- **Exercise objective**: Only lines holding the word "images" are wanted from the records; copy all of them.

== Segment start ==

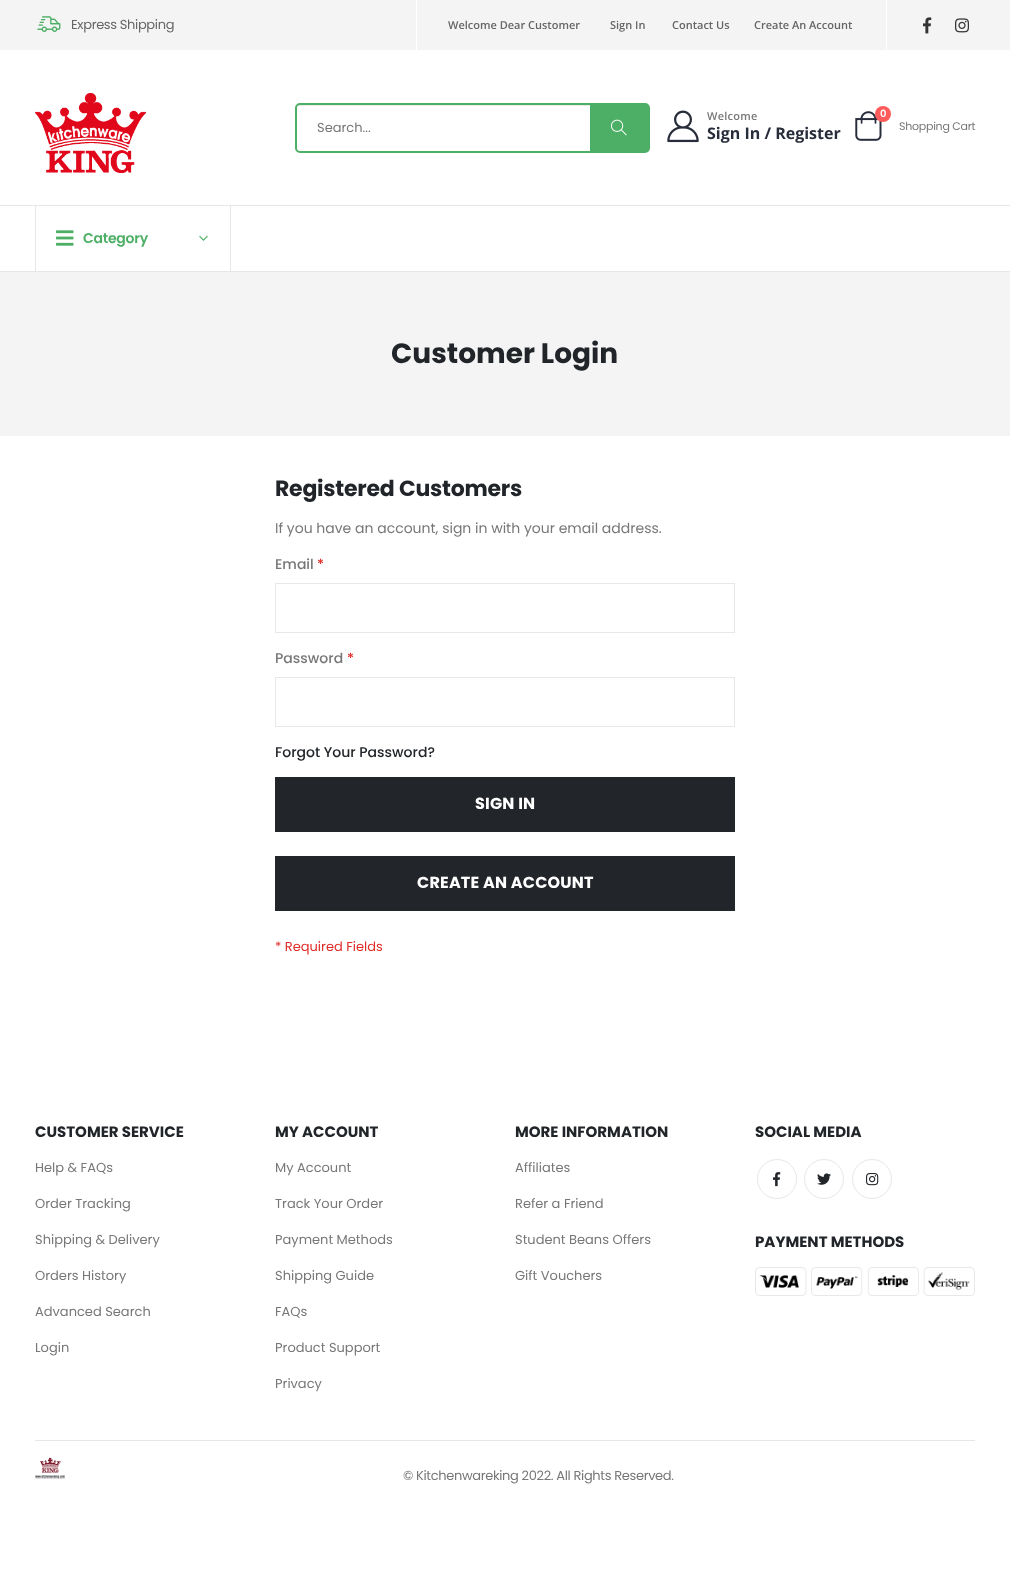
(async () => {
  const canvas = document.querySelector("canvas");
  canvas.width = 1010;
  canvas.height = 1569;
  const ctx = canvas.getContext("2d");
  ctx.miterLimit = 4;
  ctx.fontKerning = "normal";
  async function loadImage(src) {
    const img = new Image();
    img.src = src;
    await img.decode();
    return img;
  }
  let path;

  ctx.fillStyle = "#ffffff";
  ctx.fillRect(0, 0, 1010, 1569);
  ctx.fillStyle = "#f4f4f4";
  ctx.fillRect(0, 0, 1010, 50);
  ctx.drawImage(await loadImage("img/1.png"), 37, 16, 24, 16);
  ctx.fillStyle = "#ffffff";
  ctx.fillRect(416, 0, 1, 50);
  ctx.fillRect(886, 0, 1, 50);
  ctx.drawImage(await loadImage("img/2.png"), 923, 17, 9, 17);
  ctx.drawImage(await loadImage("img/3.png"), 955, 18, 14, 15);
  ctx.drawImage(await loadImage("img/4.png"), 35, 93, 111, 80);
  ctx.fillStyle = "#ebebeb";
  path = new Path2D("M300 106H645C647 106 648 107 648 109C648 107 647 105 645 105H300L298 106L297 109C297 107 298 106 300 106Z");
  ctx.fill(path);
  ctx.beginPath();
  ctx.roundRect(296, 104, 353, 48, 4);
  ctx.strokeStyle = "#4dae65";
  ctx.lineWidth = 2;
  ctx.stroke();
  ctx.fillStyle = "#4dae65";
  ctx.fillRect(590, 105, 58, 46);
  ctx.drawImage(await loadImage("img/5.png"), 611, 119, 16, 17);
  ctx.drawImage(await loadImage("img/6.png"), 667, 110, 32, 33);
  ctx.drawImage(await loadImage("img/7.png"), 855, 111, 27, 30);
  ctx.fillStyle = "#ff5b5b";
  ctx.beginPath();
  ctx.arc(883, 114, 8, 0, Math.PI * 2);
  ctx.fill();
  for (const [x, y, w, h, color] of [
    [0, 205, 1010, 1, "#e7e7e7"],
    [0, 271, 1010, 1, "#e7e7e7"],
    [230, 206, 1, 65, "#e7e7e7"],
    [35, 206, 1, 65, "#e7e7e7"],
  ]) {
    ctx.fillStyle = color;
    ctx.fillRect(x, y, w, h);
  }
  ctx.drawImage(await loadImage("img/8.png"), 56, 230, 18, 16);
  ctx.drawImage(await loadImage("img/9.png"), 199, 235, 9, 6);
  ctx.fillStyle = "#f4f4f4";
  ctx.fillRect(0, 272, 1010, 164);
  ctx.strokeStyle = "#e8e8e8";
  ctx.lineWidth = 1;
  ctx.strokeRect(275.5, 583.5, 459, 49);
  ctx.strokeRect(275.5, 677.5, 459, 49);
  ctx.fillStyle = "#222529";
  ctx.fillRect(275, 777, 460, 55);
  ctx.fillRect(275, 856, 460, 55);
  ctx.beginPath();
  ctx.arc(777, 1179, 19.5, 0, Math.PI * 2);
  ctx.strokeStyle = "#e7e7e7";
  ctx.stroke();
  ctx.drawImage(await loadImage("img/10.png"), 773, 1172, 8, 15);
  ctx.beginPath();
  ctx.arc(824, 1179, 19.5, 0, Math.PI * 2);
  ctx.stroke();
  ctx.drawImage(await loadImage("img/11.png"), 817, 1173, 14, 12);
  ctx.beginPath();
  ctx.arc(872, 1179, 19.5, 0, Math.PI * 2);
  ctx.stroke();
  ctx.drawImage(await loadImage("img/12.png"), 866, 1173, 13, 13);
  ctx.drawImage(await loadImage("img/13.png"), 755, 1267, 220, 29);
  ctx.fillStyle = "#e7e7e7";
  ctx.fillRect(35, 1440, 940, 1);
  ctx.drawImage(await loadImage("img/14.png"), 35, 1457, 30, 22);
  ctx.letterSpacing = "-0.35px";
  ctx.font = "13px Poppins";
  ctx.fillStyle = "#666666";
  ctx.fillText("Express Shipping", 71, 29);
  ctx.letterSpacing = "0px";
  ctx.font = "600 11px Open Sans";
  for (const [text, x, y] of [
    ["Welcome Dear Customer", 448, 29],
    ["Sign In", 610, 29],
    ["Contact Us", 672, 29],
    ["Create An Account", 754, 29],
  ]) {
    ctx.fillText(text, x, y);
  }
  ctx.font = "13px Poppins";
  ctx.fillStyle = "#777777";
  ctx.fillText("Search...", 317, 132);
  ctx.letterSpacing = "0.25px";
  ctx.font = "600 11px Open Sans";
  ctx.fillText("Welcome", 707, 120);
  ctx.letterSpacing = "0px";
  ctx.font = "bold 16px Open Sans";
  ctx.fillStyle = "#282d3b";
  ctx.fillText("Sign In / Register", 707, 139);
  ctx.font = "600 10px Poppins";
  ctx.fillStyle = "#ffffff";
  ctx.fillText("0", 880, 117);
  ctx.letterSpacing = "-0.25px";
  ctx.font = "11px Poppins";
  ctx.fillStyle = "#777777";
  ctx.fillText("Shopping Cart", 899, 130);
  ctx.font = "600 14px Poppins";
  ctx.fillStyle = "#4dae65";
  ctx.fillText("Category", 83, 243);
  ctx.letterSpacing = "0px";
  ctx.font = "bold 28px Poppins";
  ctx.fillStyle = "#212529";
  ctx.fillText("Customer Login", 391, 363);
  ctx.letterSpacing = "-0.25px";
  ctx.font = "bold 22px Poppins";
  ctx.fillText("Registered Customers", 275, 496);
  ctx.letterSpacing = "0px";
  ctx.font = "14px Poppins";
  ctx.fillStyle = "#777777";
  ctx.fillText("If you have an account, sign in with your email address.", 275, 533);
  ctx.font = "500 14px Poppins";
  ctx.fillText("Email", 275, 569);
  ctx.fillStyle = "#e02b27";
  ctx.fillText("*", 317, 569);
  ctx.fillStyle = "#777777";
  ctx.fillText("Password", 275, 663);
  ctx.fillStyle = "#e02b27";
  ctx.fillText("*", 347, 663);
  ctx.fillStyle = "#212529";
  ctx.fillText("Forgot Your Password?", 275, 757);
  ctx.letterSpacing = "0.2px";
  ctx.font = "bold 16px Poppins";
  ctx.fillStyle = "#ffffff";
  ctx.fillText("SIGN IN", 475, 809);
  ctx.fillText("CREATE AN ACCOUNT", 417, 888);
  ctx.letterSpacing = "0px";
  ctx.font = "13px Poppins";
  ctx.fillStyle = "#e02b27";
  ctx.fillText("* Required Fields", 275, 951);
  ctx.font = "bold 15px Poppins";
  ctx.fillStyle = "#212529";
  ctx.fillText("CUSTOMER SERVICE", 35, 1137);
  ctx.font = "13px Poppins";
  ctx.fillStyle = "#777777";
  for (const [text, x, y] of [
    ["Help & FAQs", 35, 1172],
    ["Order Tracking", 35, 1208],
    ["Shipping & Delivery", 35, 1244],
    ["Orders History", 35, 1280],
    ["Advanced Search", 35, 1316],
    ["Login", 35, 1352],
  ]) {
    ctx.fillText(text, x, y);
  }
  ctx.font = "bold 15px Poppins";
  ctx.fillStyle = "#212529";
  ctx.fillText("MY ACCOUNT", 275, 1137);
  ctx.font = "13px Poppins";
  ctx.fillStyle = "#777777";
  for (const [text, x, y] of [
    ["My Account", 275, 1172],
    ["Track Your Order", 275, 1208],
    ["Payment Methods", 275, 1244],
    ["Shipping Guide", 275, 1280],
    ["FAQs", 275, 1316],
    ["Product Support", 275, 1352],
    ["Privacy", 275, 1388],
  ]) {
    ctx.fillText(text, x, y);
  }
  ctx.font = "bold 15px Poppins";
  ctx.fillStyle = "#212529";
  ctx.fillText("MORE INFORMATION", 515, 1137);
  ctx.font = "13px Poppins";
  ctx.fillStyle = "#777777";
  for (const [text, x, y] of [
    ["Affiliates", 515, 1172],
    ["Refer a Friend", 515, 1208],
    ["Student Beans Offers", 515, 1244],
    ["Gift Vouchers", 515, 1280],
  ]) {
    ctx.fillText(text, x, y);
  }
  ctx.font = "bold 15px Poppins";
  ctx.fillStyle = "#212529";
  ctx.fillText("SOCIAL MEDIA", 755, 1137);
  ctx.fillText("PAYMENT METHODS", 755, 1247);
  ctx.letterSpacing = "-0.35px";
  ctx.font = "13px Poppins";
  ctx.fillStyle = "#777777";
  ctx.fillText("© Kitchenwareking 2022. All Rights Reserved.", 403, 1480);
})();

== Segment end ==
== Segment start ==

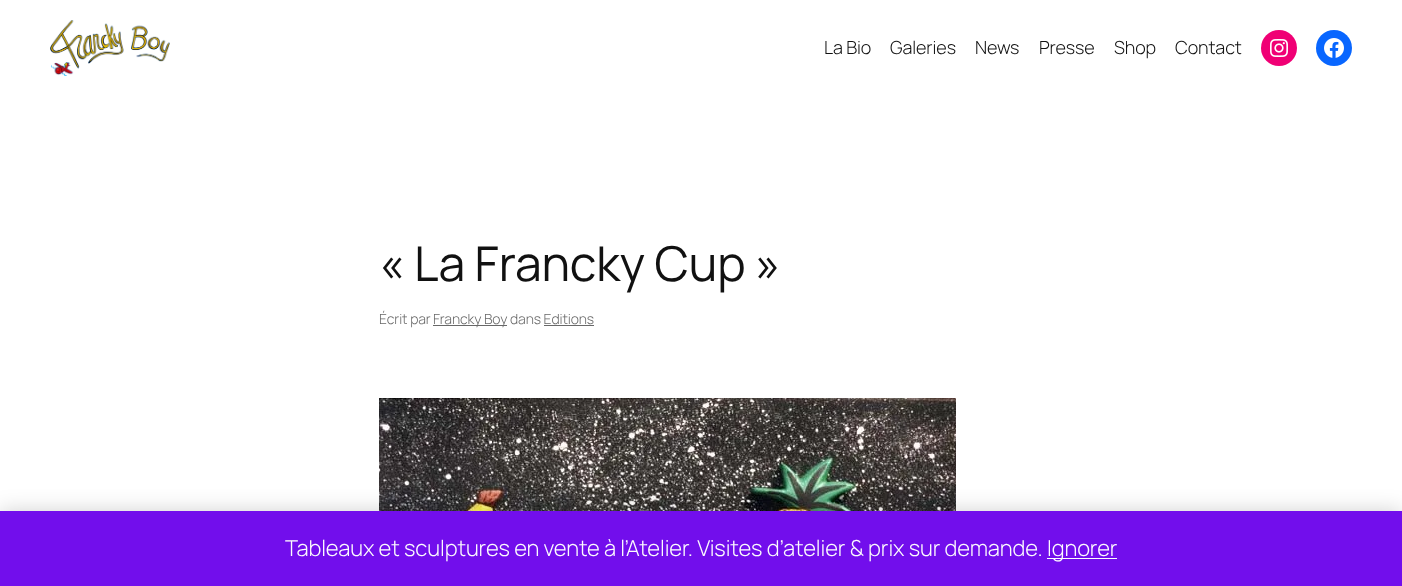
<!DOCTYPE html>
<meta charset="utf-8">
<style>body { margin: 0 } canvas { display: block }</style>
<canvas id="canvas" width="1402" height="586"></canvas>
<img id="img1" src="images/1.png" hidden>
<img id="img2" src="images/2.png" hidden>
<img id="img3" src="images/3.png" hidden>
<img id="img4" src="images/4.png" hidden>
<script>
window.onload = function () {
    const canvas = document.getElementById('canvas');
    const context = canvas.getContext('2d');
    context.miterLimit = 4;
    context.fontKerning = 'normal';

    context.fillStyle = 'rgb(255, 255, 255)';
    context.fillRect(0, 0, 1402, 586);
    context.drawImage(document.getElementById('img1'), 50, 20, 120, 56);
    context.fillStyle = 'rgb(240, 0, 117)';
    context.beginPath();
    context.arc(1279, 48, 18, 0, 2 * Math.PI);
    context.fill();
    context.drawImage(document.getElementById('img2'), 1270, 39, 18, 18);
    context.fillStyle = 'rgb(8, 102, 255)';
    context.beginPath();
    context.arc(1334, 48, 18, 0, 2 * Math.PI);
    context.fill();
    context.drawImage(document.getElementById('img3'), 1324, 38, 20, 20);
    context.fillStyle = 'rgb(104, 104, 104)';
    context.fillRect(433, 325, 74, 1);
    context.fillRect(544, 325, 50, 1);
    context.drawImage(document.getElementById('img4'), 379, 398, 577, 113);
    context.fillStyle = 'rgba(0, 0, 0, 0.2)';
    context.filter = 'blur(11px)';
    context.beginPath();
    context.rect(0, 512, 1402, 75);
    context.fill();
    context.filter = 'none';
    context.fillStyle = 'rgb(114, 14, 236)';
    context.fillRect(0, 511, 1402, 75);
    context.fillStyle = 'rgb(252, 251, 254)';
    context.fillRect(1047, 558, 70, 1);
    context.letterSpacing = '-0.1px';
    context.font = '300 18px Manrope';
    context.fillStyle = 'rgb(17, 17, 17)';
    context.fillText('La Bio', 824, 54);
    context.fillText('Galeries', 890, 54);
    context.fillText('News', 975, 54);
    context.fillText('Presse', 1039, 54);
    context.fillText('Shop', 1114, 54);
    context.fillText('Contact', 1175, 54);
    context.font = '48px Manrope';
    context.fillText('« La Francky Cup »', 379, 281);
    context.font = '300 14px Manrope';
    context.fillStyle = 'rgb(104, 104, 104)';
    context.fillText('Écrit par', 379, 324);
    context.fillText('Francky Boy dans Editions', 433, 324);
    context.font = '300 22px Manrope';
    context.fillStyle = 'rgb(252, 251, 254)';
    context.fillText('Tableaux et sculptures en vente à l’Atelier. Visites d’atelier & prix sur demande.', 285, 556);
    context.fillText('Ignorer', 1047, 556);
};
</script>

== Segment end ==

- **Solution for this exercise**:
<img id="img1" src="images/1.png" hidden>
<img id="img2" src="images/2.png" hidden>
<img id="img3" src="images/3.png" hidden>
<img id="img4" src="images/4.png" hidden>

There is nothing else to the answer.